EXERCISE BRIEF: An image-free, verbatim transcription of the records is the expected result.

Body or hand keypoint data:

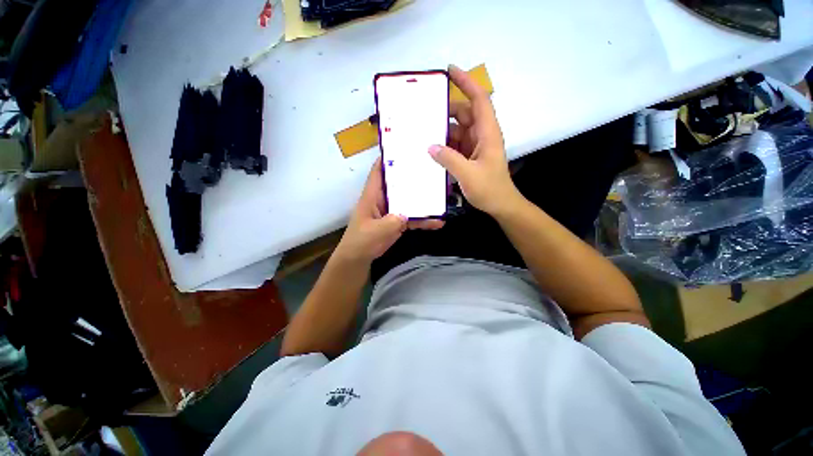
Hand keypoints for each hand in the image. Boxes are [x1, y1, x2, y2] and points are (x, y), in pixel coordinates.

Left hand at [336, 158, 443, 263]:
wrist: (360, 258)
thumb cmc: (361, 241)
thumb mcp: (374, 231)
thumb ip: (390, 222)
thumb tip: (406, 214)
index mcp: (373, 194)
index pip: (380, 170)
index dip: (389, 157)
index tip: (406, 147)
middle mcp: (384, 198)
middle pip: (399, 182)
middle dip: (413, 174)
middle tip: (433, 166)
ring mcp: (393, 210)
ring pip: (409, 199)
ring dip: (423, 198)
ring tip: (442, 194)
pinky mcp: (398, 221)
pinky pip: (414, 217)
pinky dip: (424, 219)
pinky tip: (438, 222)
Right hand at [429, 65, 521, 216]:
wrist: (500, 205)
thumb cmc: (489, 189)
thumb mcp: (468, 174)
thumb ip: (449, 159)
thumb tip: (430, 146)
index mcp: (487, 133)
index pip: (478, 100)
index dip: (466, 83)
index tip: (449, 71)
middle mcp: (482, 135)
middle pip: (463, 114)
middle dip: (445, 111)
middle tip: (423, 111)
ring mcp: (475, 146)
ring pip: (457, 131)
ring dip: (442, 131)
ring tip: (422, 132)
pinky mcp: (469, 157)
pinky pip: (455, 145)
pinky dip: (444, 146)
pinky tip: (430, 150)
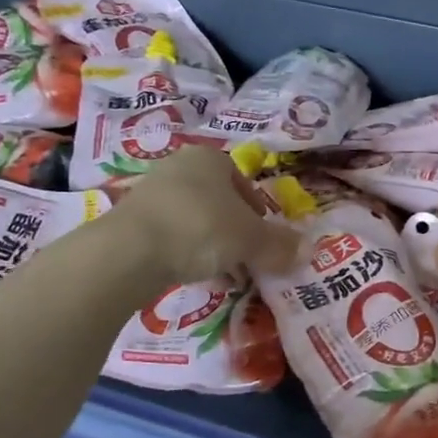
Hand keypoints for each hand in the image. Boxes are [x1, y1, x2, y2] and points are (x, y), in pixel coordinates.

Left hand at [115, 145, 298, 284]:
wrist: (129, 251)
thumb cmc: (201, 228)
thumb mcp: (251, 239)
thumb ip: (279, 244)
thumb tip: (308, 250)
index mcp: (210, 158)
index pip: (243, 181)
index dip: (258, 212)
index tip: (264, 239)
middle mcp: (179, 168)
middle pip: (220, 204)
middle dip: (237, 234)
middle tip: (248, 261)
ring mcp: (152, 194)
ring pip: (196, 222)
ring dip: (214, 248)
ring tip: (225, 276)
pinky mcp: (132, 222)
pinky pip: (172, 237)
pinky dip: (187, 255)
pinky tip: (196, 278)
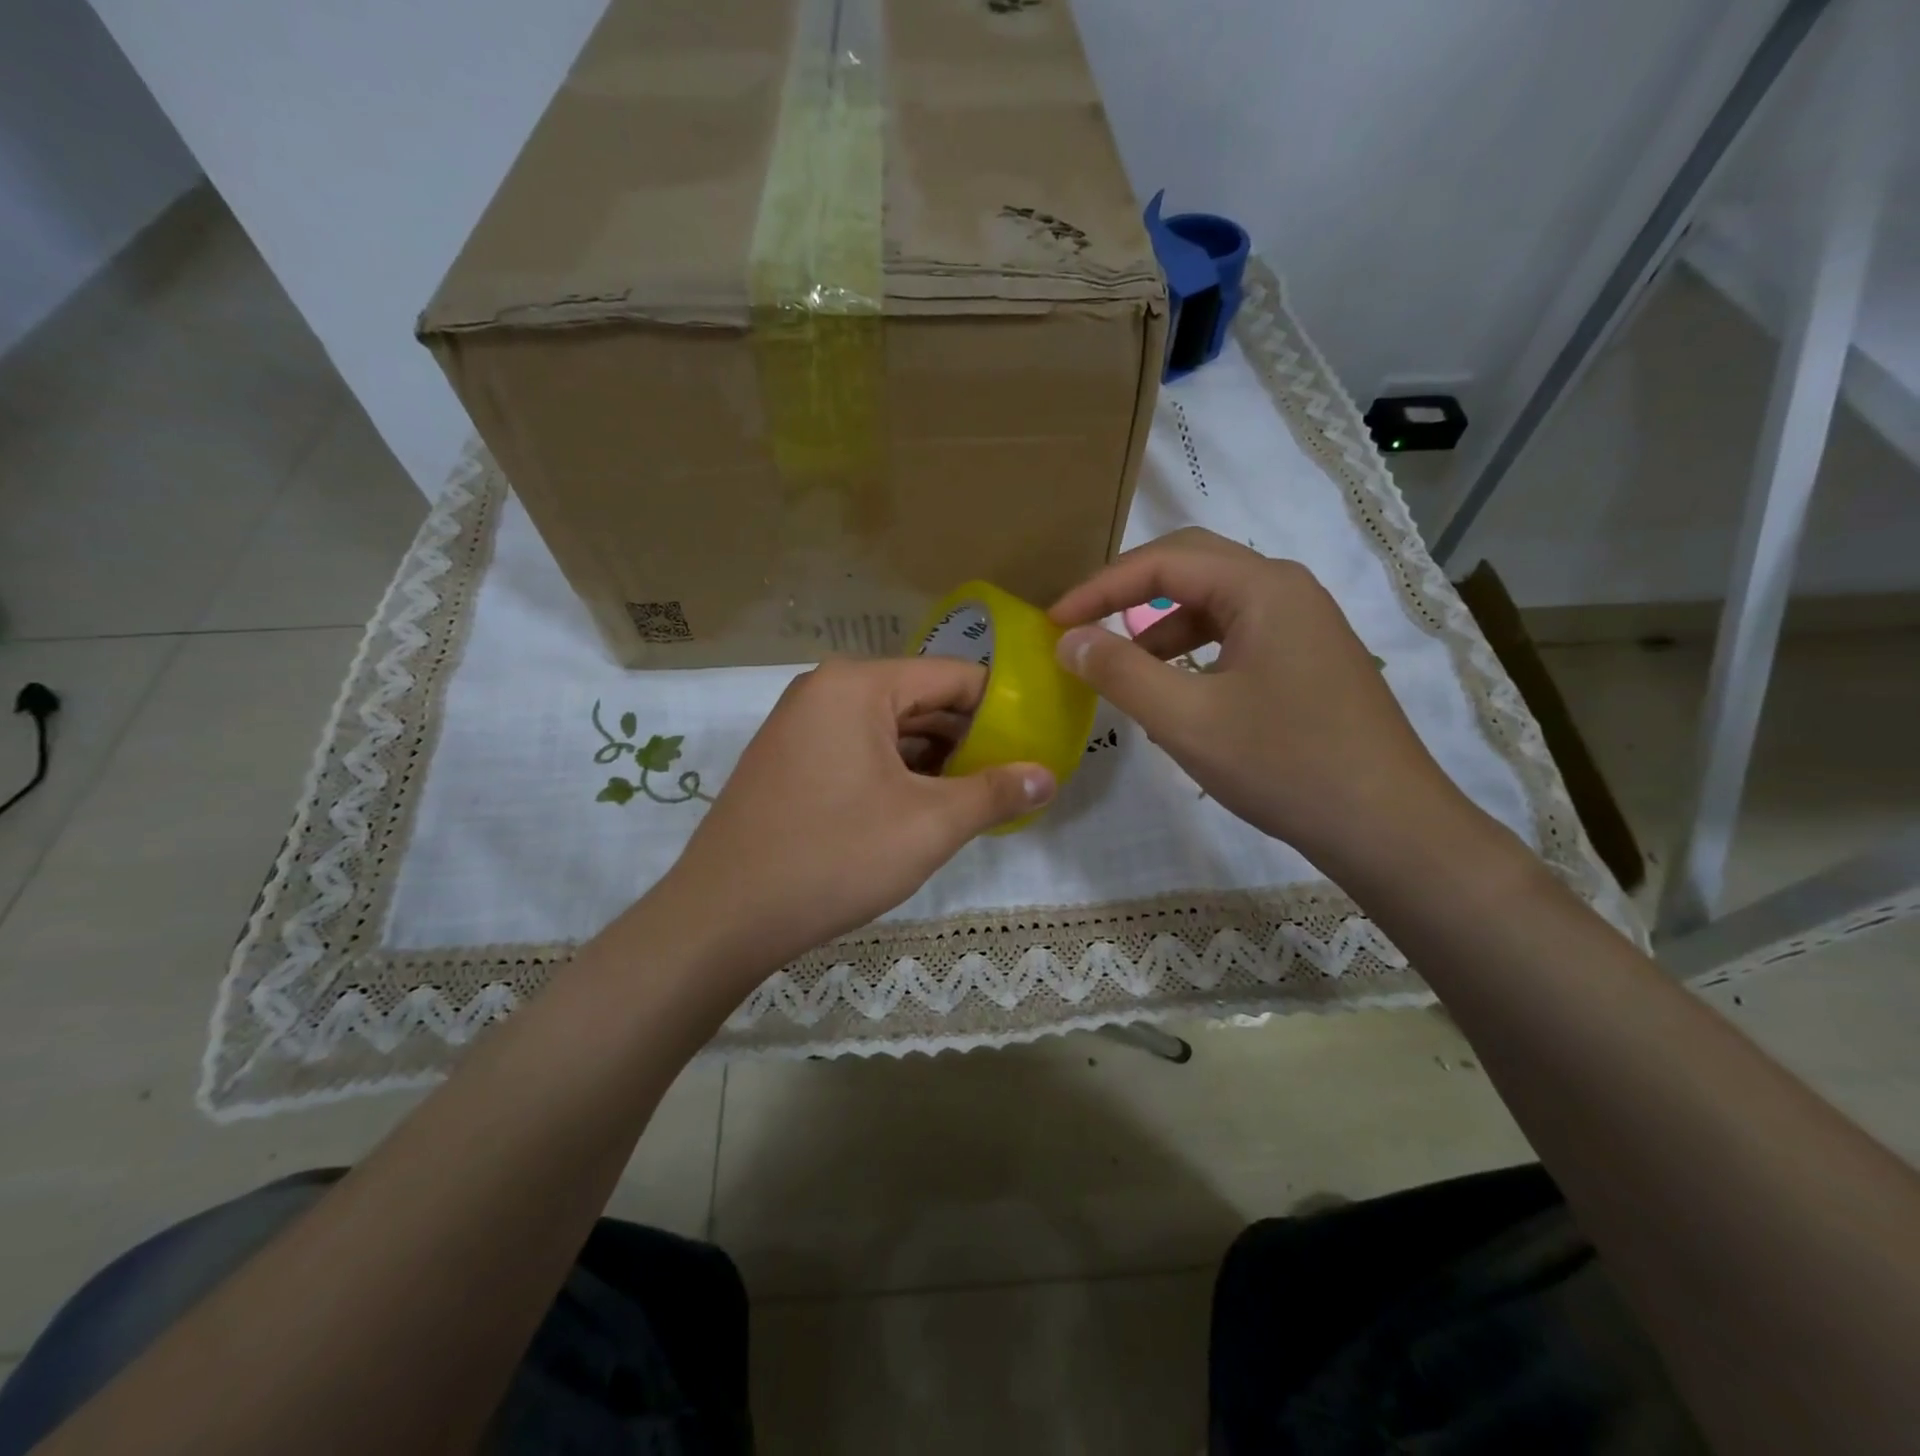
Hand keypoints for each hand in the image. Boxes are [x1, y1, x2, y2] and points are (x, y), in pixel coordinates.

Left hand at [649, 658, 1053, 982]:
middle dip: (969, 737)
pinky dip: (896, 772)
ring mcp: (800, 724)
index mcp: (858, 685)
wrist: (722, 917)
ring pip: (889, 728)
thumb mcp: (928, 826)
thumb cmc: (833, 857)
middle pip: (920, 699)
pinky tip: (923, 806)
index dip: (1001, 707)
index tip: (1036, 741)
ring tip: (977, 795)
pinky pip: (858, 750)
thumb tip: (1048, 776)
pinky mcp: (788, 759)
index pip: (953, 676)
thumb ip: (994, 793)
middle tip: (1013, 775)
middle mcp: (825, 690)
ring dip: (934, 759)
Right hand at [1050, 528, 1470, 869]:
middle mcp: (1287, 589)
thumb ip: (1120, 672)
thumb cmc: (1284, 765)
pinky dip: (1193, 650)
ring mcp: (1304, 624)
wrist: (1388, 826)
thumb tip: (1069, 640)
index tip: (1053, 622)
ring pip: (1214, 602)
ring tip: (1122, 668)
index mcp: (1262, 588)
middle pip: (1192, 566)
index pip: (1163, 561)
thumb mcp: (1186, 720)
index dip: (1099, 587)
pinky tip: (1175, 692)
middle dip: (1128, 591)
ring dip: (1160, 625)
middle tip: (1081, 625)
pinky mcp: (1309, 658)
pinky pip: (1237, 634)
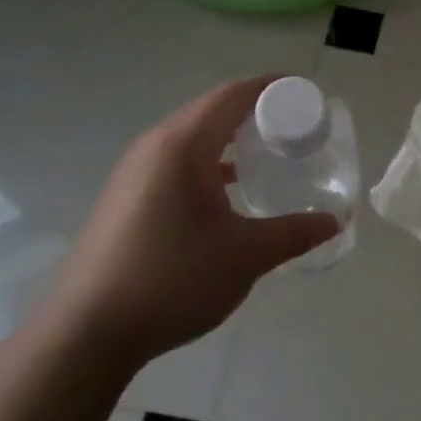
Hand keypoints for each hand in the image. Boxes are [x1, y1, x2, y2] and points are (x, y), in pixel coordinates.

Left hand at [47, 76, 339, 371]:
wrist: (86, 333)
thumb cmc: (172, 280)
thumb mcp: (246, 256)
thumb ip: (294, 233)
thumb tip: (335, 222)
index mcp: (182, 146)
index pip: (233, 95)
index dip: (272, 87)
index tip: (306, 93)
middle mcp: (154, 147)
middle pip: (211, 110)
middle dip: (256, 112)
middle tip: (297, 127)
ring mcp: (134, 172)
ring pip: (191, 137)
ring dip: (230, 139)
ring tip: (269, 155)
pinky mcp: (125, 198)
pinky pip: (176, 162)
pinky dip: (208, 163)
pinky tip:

RESPONSE AREA:
Hand keypoints for each hand in the image. Boxes are [x1, y1, x2, y2] and points are (x, y), in pixel coordinates.

Left hand at [336, 158, 443, 263]:
wrist: (360, 258)
thumb cmc: (361, 241)
thumb mcp: (374, 231)
thumb ip: (390, 222)
thumb tip: (406, 214)
index mcp: (373, 194)
index pip: (380, 170)
index dip: (389, 157)
index tip: (406, 147)
middle mcp: (384, 198)
middle pip: (399, 182)
middle dip: (413, 174)
middle tip: (433, 166)
ring mcp: (393, 210)
ring pip: (409, 199)
ring dip: (423, 198)
ring tip: (442, 194)
pinky mcp: (398, 221)
pinky pip: (414, 217)
pinky dip: (424, 219)
pinky tip: (438, 222)
Right hand at [429, 65, 521, 216]:
wrist: (500, 205)
thumb cmc: (489, 189)
thumb mcp: (468, 174)
thumb ip: (449, 159)
thumb tip: (430, 146)
index mcp: (487, 133)
index pip: (478, 100)
index dip: (466, 83)
index tip: (449, 71)
middle mcp: (482, 135)
middle pip: (463, 114)
middle dip: (445, 111)
middle tip: (423, 111)
ring mcp: (475, 146)
ring pip: (457, 131)
ring dip: (442, 131)
ring tip: (422, 132)
pinky mcp: (469, 157)
pinky pip: (455, 145)
pinky dip: (444, 146)
pinky tip: (430, 150)
Hand keypoints for each hand in the image. Boxes are [x1, y1, x2, y2] and points are (x, y), in pixel coordinates.

Left hand at [115, 145, 298, 284]:
wrist: (129, 251)
thumb cmc: (201, 228)
thumb mcp: (251, 239)
thumb ip: (279, 244)
thumb tip: (308, 250)
index mcp: (210, 158)
index pip: (243, 181)
index dip: (258, 212)
index tip: (264, 239)
middle mcp: (179, 168)
middle pip: (220, 204)
middle dip: (237, 234)
middle tip: (248, 261)
ring mcp: (152, 194)
ring pip: (196, 222)
ring dip: (214, 248)
ring tip: (225, 276)
pinky mcp: (132, 222)
pinky pip: (172, 237)
pinky dip: (187, 255)
pinky tip: (196, 278)
Hand keypoints for each hand in the image. Boxes are [x1, y1, x2, y2] and points are (x, y), in pixel coordinates.

Left hand at [649, 658, 1053, 982]:
middle dip: (969, 737)
pinky dip: (896, 772)
ring mcp: (800, 724)
index mcp: (858, 685)
wrist: (722, 917)
ring pip: (889, 728)
thumb mcp: (928, 826)
thumb cmc: (833, 857)
middle pip: (920, 699)
pinky tip: (923, 806)
index dip: (1001, 707)
index tip: (1036, 741)
ring tip: (977, 795)
pinky pip: (858, 750)
thumb tip: (1048, 776)
pinky mcp: (788, 759)
index pip: (953, 676)
thumb ip: (994, 793)
middle tip: (1013, 775)
middle mcp: (825, 690)
ring dip: (934, 759)
Right hand at [1050, 528, 1470, 869]:
middle mcp: (1287, 589)
thumb ip: (1120, 672)
thumb cmc: (1284, 765)
pinky dip: (1193, 650)
ring mcp: (1304, 624)
wrist: (1388, 826)
thumb tip: (1069, 640)
index tip: (1053, 622)
ring pip: (1214, 602)
ring tip: (1122, 668)
index mcp: (1262, 588)
middle pip: (1192, 566)
index pip: (1163, 561)
thumb mcp: (1186, 720)
index dip: (1099, 587)
pinky tip: (1175, 692)
middle dip: (1128, 591)
ring dip: (1160, 625)
middle tip: (1081, 625)
pinky mcp: (1309, 658)
pinky pip: (1237, 634)
Hand keypoints for each hand in the image. Boxes are [x1, y1, x2, y2] and points are (x, y), in pixel coordinates.

Left hand at [47, 76, 339, 371]:
wrist: (86, 333)
thumb cmc: (172, 280)
thumb mcp: (246, 256)
thumb ip: (294, 233)
thumb tip: (335, 222)
index mcp: (182, 146)
index pip: (233, 95)
index dip: (272, 87)
index tip: (306, 93)
middle mcp: (154, 147)
middle pip: (211, 110)
middle dip: (256, 112)
middle tip: (297, 127)
ring mcp: (134, 172)
ring pip: (191, 137)
ring dip: (230, 139)
ring tip: (269, 155)
pinky mcp: (125, 198)
pinky pip: (176, 162)
pinky dip: (208, 163)
pinky tip:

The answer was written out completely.